Friday, April 18, 2008

A Rotten Red Herring?

Among the many wonderful and deeply significant news items in today's Mail is this journalistic gem about the foul smell that appears to have bothered La La Londinium (and the poor, poor home counties) over the past few days.

As usual, staunch island isolationists blame someone else for the matter. Says one Sarah Holland, forecaster with the Met Office:
"The origins of the smell come from Europe and have brought in pollution."
Europe, right? So where's the UK then -- geographically, I mean? In Africa, Miss Holland (Holland being, by the way, a country, also in Europe)?
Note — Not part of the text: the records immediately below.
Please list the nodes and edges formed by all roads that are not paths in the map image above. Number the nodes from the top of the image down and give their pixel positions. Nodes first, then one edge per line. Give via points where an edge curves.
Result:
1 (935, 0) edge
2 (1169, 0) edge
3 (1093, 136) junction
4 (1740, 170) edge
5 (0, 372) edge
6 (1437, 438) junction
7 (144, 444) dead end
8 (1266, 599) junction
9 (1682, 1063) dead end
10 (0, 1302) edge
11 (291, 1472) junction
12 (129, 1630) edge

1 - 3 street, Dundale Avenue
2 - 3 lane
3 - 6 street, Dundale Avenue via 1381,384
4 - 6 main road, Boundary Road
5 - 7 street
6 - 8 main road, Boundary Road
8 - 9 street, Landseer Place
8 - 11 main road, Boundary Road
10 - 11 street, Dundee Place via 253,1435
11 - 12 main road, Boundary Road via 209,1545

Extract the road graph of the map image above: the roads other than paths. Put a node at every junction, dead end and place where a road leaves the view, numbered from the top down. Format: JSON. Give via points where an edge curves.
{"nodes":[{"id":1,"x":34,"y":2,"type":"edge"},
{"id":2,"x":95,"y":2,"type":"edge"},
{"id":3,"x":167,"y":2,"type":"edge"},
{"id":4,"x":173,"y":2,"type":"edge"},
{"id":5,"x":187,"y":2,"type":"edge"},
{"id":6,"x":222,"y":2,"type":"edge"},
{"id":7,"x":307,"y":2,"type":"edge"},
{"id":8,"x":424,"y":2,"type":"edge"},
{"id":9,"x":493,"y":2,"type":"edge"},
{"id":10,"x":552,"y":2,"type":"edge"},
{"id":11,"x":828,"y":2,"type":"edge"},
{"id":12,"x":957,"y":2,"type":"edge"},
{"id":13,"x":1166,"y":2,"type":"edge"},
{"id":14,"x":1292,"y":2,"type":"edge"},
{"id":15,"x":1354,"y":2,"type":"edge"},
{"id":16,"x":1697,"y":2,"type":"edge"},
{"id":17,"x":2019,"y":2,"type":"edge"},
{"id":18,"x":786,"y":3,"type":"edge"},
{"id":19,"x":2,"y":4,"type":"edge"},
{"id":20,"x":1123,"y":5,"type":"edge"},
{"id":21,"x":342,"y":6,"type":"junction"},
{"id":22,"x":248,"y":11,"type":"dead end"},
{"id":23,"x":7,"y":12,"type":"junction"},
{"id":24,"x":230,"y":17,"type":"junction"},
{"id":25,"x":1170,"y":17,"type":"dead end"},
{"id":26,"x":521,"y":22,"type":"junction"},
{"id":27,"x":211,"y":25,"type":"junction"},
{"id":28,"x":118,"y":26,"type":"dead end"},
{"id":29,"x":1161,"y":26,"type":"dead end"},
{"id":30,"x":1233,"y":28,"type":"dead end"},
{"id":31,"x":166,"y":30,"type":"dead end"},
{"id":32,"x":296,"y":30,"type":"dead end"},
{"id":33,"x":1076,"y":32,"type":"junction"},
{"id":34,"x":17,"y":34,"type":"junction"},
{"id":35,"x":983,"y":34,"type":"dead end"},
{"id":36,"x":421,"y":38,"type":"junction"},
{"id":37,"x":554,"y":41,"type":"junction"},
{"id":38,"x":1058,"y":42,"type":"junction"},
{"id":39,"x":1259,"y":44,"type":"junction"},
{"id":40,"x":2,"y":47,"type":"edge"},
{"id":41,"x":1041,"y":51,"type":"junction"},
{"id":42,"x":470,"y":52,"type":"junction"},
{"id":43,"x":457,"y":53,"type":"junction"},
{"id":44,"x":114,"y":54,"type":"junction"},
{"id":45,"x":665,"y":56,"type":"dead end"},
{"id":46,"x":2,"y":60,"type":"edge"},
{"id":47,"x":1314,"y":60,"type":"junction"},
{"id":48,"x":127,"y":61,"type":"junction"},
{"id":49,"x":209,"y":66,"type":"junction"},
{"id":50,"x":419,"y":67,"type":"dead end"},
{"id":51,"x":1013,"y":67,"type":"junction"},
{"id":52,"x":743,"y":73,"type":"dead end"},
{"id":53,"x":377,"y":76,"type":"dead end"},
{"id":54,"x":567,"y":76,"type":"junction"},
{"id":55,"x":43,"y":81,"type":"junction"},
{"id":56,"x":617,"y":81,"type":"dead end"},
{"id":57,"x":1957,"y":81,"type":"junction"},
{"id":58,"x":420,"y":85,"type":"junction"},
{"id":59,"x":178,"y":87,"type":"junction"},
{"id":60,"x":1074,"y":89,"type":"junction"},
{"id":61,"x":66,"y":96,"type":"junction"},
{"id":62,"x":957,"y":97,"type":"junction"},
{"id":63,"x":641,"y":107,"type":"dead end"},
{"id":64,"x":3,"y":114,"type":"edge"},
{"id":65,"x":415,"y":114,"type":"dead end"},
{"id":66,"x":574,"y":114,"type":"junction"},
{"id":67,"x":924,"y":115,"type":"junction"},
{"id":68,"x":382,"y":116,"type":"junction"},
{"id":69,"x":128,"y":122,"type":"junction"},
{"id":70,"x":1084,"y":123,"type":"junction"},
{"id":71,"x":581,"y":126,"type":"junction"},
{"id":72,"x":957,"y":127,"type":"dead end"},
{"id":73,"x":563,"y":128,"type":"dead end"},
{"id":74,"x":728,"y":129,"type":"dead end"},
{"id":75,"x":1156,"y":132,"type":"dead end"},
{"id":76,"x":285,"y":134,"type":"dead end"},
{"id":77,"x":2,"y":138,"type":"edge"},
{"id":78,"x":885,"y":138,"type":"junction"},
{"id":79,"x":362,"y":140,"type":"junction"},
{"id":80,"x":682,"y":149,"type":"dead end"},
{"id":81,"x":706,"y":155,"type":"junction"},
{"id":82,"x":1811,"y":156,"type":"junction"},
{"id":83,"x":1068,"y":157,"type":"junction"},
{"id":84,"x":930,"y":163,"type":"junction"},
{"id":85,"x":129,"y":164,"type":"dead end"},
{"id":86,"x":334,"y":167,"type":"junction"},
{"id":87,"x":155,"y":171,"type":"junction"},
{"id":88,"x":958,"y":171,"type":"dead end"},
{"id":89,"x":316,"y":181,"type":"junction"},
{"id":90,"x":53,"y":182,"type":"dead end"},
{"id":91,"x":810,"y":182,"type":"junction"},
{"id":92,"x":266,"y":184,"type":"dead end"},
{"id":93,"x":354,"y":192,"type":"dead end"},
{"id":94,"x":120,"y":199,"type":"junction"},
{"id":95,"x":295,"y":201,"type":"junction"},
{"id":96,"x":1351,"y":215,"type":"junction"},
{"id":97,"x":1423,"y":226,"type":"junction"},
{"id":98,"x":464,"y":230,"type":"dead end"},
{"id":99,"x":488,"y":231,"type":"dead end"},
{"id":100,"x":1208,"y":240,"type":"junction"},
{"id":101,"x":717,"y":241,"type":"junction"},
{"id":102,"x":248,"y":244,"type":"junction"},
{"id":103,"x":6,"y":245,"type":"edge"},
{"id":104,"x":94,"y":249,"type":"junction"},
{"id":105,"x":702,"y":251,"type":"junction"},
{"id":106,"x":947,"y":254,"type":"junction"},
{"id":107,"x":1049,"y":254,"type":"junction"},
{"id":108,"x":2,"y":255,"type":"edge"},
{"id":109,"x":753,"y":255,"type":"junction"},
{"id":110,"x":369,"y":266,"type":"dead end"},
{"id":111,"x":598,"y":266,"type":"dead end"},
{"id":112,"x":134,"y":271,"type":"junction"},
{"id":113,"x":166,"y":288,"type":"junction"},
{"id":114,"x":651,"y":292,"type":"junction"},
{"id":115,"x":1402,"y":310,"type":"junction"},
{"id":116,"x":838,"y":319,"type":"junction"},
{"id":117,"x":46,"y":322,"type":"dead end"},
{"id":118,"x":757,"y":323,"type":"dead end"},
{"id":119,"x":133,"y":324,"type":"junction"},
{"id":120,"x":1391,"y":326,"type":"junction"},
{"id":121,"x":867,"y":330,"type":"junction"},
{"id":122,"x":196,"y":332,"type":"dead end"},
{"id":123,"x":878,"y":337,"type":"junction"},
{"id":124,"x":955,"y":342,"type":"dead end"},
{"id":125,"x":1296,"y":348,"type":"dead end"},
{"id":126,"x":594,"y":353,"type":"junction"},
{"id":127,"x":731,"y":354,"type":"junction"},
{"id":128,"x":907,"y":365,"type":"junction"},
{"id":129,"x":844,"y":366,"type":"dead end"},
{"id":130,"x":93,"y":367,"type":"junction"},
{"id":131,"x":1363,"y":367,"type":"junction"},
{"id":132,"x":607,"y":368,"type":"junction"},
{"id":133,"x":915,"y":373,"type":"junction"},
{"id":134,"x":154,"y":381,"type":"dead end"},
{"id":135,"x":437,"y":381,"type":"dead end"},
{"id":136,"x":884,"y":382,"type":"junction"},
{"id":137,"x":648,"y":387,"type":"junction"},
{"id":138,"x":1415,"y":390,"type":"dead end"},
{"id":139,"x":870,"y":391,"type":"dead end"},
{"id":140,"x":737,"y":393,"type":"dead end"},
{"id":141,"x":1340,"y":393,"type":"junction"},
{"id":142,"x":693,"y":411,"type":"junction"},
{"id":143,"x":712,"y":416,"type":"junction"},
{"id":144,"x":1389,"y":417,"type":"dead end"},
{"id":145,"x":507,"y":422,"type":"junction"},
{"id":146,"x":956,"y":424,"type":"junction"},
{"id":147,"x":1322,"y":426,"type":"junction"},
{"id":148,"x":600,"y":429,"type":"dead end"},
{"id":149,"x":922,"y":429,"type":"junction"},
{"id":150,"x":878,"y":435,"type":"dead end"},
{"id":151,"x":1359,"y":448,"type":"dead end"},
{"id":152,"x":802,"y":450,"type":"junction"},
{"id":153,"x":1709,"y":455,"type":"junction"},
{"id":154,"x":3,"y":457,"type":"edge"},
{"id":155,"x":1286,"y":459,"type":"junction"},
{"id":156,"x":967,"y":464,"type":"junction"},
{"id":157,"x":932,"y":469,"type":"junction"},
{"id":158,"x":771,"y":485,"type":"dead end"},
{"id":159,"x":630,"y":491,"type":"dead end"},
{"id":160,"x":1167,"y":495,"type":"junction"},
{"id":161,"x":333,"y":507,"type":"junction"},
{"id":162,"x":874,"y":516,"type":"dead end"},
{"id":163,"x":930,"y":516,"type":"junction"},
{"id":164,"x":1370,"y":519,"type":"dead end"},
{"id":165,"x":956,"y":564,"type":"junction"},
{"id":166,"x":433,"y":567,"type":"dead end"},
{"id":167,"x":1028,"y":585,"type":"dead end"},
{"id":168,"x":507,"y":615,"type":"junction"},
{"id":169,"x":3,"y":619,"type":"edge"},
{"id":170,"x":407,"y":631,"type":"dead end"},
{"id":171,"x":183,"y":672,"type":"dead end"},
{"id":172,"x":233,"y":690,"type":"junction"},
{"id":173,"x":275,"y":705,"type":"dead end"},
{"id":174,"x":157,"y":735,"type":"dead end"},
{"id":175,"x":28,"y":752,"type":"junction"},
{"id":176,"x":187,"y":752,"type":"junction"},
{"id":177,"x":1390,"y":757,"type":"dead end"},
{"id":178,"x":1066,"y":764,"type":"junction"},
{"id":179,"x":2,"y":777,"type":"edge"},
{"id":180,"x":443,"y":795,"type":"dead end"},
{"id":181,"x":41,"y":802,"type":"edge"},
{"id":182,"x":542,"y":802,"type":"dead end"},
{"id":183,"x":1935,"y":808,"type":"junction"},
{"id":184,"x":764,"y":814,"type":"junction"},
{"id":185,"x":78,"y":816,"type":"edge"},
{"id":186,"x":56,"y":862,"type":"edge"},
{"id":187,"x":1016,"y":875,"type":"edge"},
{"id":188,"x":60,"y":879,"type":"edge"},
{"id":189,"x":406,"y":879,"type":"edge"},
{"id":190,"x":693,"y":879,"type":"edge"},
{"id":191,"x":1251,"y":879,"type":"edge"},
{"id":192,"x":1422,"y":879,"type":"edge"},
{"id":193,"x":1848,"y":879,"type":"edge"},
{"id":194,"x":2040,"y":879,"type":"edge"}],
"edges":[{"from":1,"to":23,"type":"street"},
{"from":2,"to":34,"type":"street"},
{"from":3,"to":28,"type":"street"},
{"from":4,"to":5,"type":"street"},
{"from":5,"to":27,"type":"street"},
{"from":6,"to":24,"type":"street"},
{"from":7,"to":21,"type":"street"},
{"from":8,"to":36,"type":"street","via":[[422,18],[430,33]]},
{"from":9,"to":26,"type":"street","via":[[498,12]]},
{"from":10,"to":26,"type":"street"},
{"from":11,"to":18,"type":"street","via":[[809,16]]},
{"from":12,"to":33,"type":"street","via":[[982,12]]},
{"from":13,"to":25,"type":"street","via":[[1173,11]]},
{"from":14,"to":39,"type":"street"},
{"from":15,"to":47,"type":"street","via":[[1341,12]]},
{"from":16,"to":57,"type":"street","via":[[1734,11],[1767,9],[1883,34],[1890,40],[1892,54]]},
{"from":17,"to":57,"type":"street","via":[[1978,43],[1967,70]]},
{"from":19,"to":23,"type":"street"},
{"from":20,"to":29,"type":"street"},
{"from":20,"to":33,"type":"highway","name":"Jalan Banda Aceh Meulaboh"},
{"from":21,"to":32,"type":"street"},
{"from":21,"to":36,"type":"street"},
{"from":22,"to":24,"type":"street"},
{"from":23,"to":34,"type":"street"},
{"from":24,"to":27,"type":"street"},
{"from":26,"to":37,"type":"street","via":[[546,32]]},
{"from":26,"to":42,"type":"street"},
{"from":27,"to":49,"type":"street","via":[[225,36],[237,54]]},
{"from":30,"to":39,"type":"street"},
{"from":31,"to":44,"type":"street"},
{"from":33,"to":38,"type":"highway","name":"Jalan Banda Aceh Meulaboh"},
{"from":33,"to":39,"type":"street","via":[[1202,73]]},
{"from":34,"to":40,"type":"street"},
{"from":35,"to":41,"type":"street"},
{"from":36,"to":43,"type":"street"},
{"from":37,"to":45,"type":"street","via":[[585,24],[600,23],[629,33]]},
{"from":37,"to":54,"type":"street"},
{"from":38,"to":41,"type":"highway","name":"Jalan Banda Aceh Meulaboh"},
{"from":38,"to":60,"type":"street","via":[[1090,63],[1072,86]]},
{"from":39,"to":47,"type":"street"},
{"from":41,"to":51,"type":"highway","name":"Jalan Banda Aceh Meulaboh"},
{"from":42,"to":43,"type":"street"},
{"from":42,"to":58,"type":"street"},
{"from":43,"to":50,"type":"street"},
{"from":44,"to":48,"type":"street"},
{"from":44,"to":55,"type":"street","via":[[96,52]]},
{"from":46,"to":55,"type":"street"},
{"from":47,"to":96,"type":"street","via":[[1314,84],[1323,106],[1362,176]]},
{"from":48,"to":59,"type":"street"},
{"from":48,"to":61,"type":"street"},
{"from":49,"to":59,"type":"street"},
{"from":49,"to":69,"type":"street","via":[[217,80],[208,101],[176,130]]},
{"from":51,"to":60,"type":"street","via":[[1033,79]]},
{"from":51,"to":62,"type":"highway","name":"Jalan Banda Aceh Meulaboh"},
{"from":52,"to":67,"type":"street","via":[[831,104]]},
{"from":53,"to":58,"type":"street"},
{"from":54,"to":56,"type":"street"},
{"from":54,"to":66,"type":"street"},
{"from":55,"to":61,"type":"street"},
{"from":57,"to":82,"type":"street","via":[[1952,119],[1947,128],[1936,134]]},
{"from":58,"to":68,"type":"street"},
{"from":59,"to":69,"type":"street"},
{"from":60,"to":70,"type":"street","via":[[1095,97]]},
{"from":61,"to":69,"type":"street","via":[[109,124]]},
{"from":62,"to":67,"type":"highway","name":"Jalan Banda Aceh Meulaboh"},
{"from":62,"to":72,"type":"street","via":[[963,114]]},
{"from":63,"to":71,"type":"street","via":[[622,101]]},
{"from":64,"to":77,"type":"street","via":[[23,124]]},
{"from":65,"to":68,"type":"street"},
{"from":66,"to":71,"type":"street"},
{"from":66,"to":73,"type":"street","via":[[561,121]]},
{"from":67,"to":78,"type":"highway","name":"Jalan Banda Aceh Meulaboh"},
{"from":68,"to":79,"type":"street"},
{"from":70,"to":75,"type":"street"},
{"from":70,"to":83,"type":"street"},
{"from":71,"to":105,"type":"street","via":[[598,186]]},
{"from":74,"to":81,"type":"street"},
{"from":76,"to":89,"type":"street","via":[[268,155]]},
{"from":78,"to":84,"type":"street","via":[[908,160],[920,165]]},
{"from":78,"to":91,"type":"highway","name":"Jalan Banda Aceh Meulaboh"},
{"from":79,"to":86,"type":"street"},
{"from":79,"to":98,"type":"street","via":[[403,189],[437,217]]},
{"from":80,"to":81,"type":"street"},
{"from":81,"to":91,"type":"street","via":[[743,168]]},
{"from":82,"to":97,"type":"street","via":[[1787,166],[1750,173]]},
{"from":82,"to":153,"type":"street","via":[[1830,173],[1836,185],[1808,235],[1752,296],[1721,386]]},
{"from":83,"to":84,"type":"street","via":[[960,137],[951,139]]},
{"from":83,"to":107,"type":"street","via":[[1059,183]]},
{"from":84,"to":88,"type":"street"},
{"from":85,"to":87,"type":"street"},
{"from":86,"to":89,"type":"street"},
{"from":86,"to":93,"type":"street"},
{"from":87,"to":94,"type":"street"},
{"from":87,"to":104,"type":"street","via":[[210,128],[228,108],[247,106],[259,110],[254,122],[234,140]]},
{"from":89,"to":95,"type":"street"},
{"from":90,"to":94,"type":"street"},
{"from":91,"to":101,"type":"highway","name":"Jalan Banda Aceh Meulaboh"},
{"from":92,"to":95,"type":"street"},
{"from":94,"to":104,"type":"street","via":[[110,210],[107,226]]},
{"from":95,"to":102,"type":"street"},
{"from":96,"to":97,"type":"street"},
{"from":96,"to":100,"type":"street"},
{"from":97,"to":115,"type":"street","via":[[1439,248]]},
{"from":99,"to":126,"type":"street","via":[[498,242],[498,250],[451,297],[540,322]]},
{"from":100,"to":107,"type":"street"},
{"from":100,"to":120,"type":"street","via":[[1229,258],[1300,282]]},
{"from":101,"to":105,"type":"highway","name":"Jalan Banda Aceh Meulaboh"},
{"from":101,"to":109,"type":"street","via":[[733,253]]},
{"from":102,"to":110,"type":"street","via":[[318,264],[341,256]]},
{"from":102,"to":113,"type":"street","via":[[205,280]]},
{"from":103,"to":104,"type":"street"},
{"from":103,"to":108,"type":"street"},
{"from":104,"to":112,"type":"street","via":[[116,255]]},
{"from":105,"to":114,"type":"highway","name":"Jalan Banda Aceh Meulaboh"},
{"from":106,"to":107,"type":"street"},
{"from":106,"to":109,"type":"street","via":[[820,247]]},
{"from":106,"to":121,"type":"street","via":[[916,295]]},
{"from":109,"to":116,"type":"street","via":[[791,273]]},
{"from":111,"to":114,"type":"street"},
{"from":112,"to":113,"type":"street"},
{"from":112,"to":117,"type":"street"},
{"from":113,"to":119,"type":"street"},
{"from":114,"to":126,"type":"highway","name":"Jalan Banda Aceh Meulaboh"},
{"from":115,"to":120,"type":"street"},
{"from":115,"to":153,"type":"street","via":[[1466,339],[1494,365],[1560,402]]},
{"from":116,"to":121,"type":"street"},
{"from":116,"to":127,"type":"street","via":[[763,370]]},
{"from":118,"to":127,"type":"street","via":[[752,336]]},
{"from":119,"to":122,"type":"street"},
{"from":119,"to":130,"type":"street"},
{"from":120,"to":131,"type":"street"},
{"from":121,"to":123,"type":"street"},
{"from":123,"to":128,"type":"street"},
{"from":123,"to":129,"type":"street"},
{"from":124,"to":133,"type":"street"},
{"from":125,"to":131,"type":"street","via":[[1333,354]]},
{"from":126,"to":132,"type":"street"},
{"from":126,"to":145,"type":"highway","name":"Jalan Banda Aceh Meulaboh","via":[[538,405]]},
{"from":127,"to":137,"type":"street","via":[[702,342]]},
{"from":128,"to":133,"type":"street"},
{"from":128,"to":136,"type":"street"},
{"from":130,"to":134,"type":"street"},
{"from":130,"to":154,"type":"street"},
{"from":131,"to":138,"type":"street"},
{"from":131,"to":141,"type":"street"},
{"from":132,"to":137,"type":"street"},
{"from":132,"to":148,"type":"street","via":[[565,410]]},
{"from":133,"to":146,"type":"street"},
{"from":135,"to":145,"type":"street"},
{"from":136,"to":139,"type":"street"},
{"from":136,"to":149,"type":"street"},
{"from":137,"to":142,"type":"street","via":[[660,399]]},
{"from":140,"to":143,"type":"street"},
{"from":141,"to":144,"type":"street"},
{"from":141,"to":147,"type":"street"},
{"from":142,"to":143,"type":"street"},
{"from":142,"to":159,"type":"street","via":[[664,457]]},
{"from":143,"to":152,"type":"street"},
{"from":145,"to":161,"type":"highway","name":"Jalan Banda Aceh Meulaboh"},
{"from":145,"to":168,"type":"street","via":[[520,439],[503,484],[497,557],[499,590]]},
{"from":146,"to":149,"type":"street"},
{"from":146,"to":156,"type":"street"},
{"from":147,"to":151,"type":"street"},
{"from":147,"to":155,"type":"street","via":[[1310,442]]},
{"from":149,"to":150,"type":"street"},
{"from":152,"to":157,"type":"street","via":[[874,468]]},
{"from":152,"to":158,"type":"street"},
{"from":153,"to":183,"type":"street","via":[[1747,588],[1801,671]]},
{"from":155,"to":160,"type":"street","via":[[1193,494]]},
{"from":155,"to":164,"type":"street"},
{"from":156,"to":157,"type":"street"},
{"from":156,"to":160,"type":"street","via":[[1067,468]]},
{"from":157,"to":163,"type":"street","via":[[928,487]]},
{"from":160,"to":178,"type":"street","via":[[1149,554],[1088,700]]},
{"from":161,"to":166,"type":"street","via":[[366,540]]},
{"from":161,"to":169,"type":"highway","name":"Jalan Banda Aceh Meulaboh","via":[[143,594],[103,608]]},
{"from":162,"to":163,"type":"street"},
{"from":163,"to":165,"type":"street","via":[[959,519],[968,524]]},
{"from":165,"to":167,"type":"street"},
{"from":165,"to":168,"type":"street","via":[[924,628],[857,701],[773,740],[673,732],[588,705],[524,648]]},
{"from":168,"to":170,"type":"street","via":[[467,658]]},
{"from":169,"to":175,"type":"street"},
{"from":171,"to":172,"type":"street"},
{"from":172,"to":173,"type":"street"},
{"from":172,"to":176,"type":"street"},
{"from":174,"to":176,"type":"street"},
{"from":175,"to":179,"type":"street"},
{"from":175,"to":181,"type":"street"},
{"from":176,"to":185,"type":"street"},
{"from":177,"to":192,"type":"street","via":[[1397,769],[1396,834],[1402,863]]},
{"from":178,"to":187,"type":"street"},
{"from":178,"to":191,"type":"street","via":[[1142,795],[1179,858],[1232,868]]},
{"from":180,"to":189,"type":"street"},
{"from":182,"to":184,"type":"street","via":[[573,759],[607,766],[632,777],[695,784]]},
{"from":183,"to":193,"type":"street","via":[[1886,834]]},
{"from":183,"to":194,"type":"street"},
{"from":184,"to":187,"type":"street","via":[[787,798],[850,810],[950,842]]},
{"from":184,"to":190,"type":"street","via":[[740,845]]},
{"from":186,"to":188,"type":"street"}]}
And pollution, right? Because Britain is such a green and pleasant land and an ecological role model for the rest of the world. Like...Europe.

Would readers currently in London please confirm that they, too, have noticed this stench? Because over here -- in Europe -- it actually smells quite nice (and it is sunny, and the Redstarts and Wrens are frolicking in the hedges). Which leads me to wonder if this is not another instance of hysteria-inducing misinformation manufactured by the Tory press. Now that it's official that the UK immigrant crime wave is a construction by certain British newspapers, maybe the next non-issue for Britain's benighted masses to fret and frown over is already being prepared.

4 comments:

Francis Sedgemore said...

My dear Anja,

Britain, in case you didn't know, is a sceptred isle that stands proud and alone. It belongs to no world region, and the fact that it sits on the same continental landmass as the European mainland is purely incidental.

But as for referring to Europe as something 'other', I think you will that those notorious Europhobic isolationists the Fenno-Scandinavians do likewise.

You ask if I can smell "Das Stink". Well no, but then I'm feeling a little bunged-up (der Francis hat seit heute einen Schnupfen).

https://obscenedesserts.blogspot.com/ said...

Dear Francis,

You probably caught your cold from John when you met him the other day -- he's a highly contagious chap. Like all things that come from Germany. As expected, the stink, too, has been traced back to the freshly manured fields of northern Germany:

http://www.dailymail.co.uk/pages/live/articles/news/news.html?in_article_id=560495&in_page_id=1770

Although, being a Bavarian, I don't consider that part of Deutschland Germany at all. That's Prussia.

Admittedly, my felt understanding of Germany's geopolitical realities is as flawed as that of people from other nations -- especially those sharing a vicious Viking ancestry.

Nevertheless, I think Britons ever, ever shall be reminded of the fact that not too long ago, their rocky lozenge in the North Sea was merely a European peninsula:

http://www.planet-erde.de/aktuelles/planeterde-news/warum-britannien-eine-insel-ist/

Gute Besserung!
Anja

Francis Sedgemore said...

Rocky lozenge? I shall probably borrow this.

https://obscenedesserts.blogspot.com/ said...

I'm loath to admit it, but the image is not entirely of my own invention. Call it a case of osmotic intertextuality/intertextual osmosis, but I think I might have got it from Julian Barnes's novel _England, England_:

"'The island,' he began, 'as Sir Jack pointed out two weeks ago, is a diamond. Otherwise a lozenge. Some have compared it to a turbot. Twenty-three miles in length, thirteen across at its widest point. One hundred and fifty-five square miles. Each corner at a cardinal point of the compass, more or less. Was once joined to the mainland, back in the days of sedimentary rock and flint arrowheads. Could find out, but pre-television, anyway. Topography: mixture of rolling chalk downland of considerable beauty and bungaloid dystopia.'"

As you might have noticed, this description does not refer to Britain (though the rising North Sea might one day swallow enough of the land to reduce it to a mere 155 square miles), but to the Isle of Wight, which said Sir Jack plans to turn into a theme park ("England, England") based on every availabe "1066 and all that" cliché.